Given records:
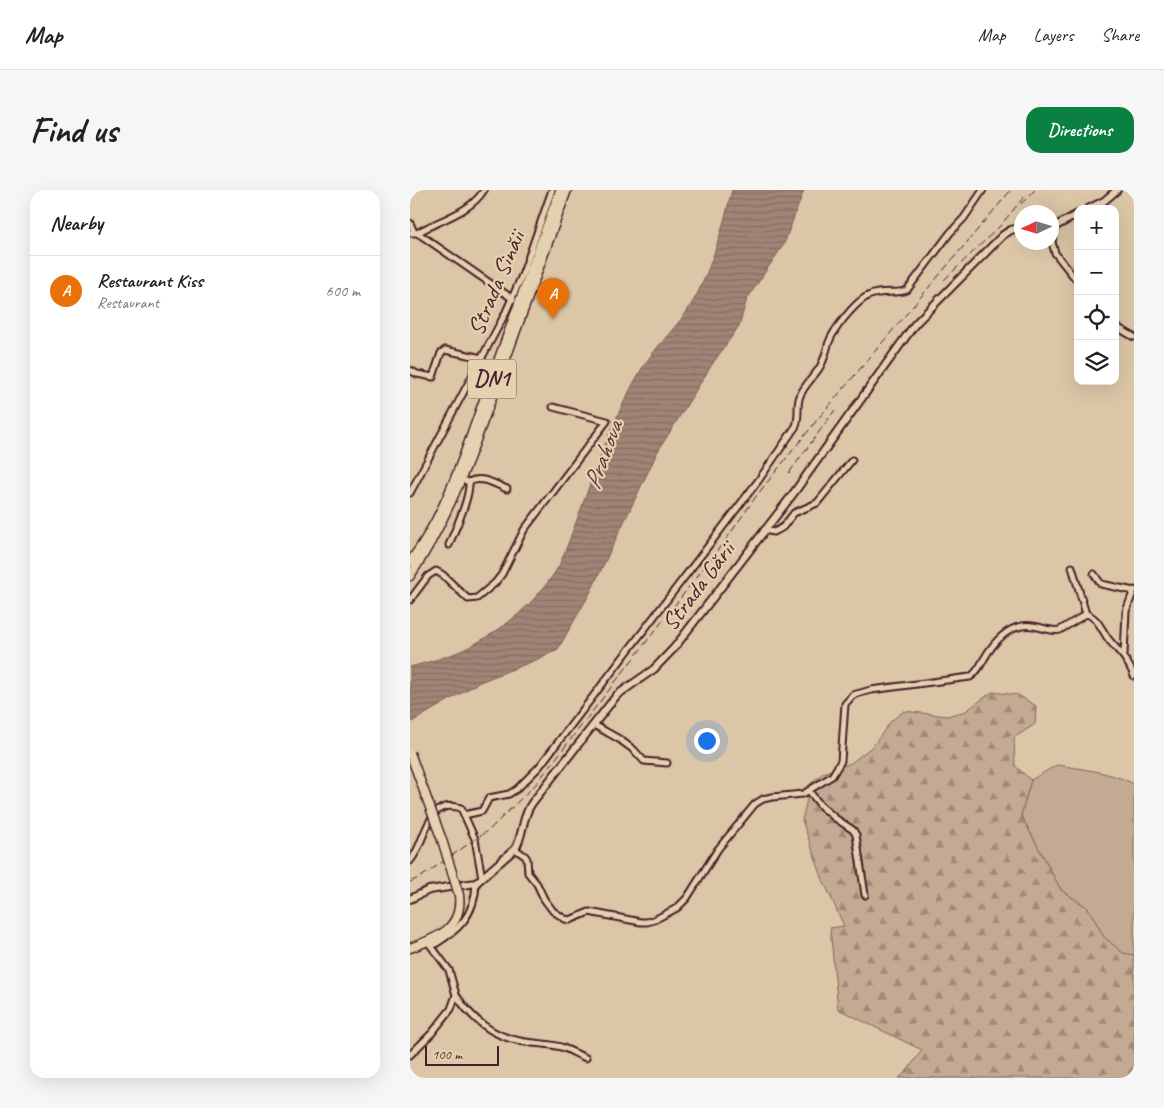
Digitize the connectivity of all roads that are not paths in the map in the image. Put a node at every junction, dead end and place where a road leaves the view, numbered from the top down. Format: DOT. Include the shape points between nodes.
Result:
graph roads {
  1 [pos="484,190"];
  2 [pos="552,190"];
  3 [pos="560,190"];
  4 [pos="566,190"];
  5 [pos="982,190"];
  6 [pos="1117,190"];
  7 [pos="1096,205"];
  8 [pos="1074,216"];
  9 [pos="410,223"];
  10 [pos="1059,225"];
  11 [pos="1014,230"];
  12 [pos="414,233"];
  13 [pos="1054,250"];
  14 [pos="1074,277"];
  15 [pos="513,299"];
  16 [pos="1119,328"];
  17 [pos="1134,337"];
  18 [pos="482,358"];
  19 [pos="410,370"];
  20 [pos="553,407"];
  21 [pos="852,460"];
  22 [pos="460,479"];
  23 [pos="469,482"];
  24 [pos="507,489"];
  25 [pos="410,493"];
  26 [pos="764,530"];
  27 [pos="449,545"];
  28 [pos="425,553"];
  29 [pos="410,562"];
  30 [pos="1072,567"];
  31 [pos="1094,574"];
  32 [pos="410,576"];
  33 [pos="410,584"];
  34 [pos="1134,591"];
  35 [pos="410,600"];
  36 [pos="1086,614"];
  37 [pos="1124,655"];
  38 [pos="1134,676"];
  39 [pos="594,725"];
  40 [pos="410,753"];
  41 [pos="667,763"];
  42 [pos="809,791"];
  43 [pos="464,815"];
  44 [pos="515,849"];
  45 [pos="410,861"];
  46 [pos="482,878"];
  47 [pos="476,883"];
  48 [pos="865,895"];
  49 [pos="410,899"];
  50 [pos="430,944"];
  51 [pos="410,948"];
  52 [pos="456,996"];
  53 [pos="410,1055"];
  54 [pos="586,1058"];
  1 -- 12 [label="street" via="469,206"];
  2 -- 15 [label="street, Strada Sinăii"];
  3 -- 29 [label="main road, DN1" via="444,504"];
  4 -- 22 [label="main road, DN1"];
  5 -- 43 [label="street" via="907,290 872,294 859,302 832,335 822,365 800,394 796,426 758,481 539,766 510,794 489,798 482,811"];
  6 -- 7 [label="street"];
  8 -- 10 [label="street"];
  9 -- 12 [label="street"];
  11 -- 26 [label="street, Strada Gării" via="990,248 915,324"];
  12 -- 15 [label="street"];
  13 -- 14 [label="street"];
  15 -- 18 [label="street, Strada Sinăii"];
  16 -- 17 [label="street"];
  18 -- 19 [label="street" via="445,350 432,377"];
  18 -- 25 [label="street, Strada Sinăii"];
  20 -- 35 [label="street" via="607,421 524,530 499,579 478,598 468,599 436,571 428,576"];
  21 -- 26 [label="street" via="817,504 794,513 783,527 774,532"];
  22 -- 23 [label="street"];
  22 -- 28 [label="main road, DN1"];
  23 -- 24 [label="street" via="482,480"];
  23 -- 27 [label="street"];
  26 -- 39 [label="street, Strada Gării" via="674,648 654,669 618,695"];
  28 -- 32 [label="main road, DN1"];
  28 -- 33 [label="main road"];
  30 -- 36 [label="street"];
  31 -- 34 [label="street" via="1101,584"];
  34 -- 37 [label="street" via="1126,611"];
  36 -- 37 [label="street" via="1096,619 1108,639"];
  36 -- 42 [label="street" via="1056,631 1030,625 1010,630 996,642 978,671 970,677 871,690 853,696 845,704 841,761 837,770"];
  37 -- 38 [label="street"];
  39 -- 41 [label="street" via="634,750 644,761"];
  39 -- 44 [label="street, Strada Gării" via="528,808"];
  40 -- 50 [label="main road, bridge" via="459,895 460,908 455,921"];
  42 -- 44 [label="street" via="763,799 755,804 718,849 687,898 664,916 648,922 589,912 570,920 560,917 548,905 528,873 525,856"];
  42 -- 48 [label="street" via="821,806 856,835"];
  43 -- 45 [label="street" via="456,806 438,811 431,818"];
  43 -- 46 [label="street" via="475,839"];
  44 -- 46 [label="street"];
  46 -- 47 [label="street"];
  47 -- 49 [label="street" via="429,890"];
  47 -- 50 [label="street" via="474,902 465,920 450,935"];
  50 -- 51 [label="main road"];
  50 -- 52 [label="street" via="449,970"];
  52 -- 53 [label="street" via="451,1009"];
  52 -- 54 [label="street" via="466,1010 500,1035 561,1047"];
}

Exercise details: The only reply wanted is the number of lines in the records above containing the word "Gării".

Exercise response: 3